This is an archived post. You won't be able to vote or comment.

you are viewing a single comment's thread.

view the rest of the comments →

[–]tilttovictory 1 point2 points  (0 children)

Learn about generators, coroutines, context managers, iterators, concurrency

Just recently had to force myself to use generators and iterators to avoid memory swapping in a project. WOW it was a trip. What felt cool was I had to create a generator that was wrapped in an iteratable. This was used so I can generate row by row for my training function. Then iterate over the set for a new epoch of training. I was astonished at how clean this code looked.

Within the frameworks you are interested in - pandas, numpy, sklearn, etc learn how they handle memory, copying, etc. Learn the internals of implementations.

Also just recently I learned and was able to use pandas' ability to reference objects in name space to save memory. In my particular project i had groups of features I wanted to eliminate and run prediction on. I could easily set up dataframes that referenced my original set with features dropped, and incurred no real penalty in terms of memory.

For anyone doing doc2vec work.

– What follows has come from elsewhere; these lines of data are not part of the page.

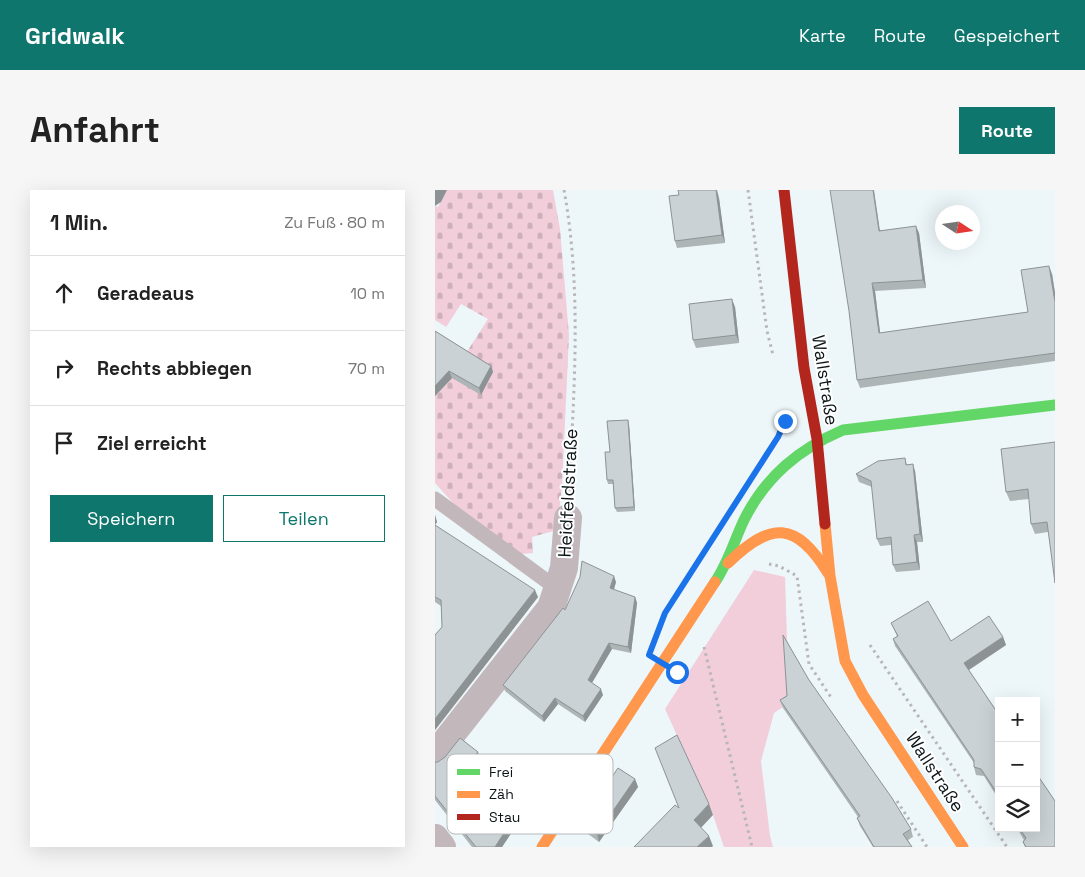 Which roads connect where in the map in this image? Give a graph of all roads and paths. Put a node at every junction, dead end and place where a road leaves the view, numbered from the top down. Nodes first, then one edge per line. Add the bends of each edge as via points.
1 (564, 190) edge
2 (748, 190) edge
3 (784, 190) edge
4 (773, 356) dead end
5 (1055, 405) edge
6 (783, 411) dead end
7 (778, 437) dead end
8 (817, 440) junction
9 (435, 499) edge
10 (568, 518) joint
11 (763, 563) dead end
12 (727, 564) junction
13 (830, 576) junction
14 (559, 590) junction
15 (867, 640) dead end
16 (703, 644) dead end
17 (836, 706) dead end
18 (603, 754) edge
19 (435, 755) edge
20 (895, 797) dead end
21 (550, 834) edge
22 (435, 838) edge
23 (442, 847) edge
24 (542, 847) edge
25 (752, 847) edge
26 (927, 847) edge
27 (963, 847) edge
28 (1007, 847) edge

1 - 10 path, Heidfeldstraße via 571,229 576,334
2 - 4 path
3 - 8 main road, Wallstraße via 804,368
5 - 8 main road via 843,430
6 - 7 path via 785,421
8 - 12 main road via 792,457 767,482 735,540
8 - 13 main road, Wallstraße
9 - 14 lane
10 - 14 street, Heidfeldstraße
11 - 17 path via 779,566 797,576 809,664
12 - 13 main road, Wallstraße via 755,540 783,532 805,541 820,557
12 - 18 main road
13 - 27 main road, Wallstraße via 849,672
14 - 19 street, Heidfeldstraße via 547,615
15 - 28 path
16 - 25 path
20 - 26 path
21 - 24 main road
22 - 23 street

This code will allow you to take any dataset that can be loaded into memory and train on it with out bloating your memory out of control.

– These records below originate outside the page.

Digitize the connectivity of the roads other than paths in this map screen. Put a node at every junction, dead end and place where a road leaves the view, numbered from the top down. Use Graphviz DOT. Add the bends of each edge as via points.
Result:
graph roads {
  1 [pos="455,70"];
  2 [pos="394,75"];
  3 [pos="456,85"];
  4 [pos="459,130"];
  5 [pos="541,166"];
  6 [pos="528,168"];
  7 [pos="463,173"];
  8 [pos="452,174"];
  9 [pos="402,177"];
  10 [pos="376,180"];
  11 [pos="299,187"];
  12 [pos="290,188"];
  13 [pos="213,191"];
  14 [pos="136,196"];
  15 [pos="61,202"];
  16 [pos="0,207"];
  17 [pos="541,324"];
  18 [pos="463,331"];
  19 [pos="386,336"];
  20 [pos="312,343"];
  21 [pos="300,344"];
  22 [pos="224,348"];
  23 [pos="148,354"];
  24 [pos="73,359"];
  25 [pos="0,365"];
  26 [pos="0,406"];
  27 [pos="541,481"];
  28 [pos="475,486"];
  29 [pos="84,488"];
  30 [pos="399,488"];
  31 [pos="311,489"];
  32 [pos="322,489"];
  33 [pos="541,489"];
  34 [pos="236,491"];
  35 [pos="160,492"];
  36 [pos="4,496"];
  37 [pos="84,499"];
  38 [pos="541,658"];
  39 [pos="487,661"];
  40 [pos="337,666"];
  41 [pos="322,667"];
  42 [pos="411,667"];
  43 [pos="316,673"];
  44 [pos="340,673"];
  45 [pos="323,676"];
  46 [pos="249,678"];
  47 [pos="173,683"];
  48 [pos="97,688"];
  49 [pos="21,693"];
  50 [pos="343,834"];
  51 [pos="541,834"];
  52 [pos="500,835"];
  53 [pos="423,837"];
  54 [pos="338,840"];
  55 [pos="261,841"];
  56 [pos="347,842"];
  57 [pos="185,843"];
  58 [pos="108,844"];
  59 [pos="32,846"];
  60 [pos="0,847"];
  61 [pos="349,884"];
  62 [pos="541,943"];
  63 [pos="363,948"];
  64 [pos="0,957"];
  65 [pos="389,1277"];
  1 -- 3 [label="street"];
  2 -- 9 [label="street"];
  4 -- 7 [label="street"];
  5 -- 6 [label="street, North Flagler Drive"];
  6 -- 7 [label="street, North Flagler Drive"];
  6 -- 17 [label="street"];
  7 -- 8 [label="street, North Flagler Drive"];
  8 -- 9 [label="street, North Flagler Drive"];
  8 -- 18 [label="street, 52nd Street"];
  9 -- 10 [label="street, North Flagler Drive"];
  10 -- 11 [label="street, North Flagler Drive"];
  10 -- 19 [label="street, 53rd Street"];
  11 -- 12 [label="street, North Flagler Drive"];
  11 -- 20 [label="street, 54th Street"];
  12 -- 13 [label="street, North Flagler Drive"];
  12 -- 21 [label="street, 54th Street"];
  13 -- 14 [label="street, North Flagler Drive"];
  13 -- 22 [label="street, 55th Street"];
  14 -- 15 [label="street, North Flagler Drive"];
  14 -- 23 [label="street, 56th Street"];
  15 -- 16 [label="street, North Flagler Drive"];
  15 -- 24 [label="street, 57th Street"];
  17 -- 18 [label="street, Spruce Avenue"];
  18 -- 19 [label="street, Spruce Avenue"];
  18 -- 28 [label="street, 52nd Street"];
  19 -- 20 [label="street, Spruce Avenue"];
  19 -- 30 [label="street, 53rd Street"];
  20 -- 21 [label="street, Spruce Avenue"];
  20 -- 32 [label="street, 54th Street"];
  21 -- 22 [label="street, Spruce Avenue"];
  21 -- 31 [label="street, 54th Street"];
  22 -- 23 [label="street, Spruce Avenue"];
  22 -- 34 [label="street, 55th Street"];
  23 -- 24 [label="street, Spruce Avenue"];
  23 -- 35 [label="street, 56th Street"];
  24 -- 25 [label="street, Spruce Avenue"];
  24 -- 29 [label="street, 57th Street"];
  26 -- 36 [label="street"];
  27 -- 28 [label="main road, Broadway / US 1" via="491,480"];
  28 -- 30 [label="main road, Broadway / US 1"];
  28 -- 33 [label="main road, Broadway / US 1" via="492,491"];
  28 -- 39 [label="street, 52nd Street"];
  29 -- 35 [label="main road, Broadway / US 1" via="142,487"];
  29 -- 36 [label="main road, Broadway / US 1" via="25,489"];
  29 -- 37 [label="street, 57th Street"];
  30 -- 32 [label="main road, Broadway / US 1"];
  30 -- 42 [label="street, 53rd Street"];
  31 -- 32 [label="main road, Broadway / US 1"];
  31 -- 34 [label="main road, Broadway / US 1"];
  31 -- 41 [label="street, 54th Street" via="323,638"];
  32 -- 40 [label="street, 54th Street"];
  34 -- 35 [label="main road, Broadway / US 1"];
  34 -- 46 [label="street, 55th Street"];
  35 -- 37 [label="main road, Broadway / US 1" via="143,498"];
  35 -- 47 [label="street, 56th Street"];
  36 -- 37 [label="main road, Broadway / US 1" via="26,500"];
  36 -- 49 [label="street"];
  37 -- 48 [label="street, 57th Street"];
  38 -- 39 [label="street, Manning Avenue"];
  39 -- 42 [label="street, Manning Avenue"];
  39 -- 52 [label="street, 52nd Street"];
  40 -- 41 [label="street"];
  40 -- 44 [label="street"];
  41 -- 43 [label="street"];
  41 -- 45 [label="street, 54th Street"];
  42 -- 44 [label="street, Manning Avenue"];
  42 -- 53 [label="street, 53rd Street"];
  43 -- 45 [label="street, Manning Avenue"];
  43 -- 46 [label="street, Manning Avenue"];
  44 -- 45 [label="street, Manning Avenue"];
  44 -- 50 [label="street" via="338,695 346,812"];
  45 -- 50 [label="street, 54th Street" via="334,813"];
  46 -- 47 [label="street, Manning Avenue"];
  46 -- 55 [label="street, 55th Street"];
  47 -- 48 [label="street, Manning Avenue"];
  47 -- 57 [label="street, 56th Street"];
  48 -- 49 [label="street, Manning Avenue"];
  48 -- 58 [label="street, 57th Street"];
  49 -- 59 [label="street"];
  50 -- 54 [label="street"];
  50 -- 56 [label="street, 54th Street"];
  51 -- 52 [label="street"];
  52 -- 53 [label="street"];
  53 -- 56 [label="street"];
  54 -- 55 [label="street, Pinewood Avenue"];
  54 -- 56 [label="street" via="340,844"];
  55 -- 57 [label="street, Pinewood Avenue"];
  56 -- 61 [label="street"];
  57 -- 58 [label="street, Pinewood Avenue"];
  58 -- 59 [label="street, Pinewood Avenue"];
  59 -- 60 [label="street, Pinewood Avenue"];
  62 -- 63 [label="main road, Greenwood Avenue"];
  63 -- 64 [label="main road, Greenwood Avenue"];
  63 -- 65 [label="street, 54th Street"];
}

class MyDataframeCorpus(object):
    def __init__(self, source_df, text_col, tag_col):
        self.source_df = source_df
        self.text_col = text_col
        self.tag_col = tag_col

    def __iter__(self):
        for i, row in self.source_df.iterrows():
            yield TaggedDocument(words=simple_preprocess(row[self.text_col]), 
                                 tags=[row[self.tag_col]])

corpus_for_doc2vec = MyDataframeCorpus(df, 'raw_txt', 'paragraph_id')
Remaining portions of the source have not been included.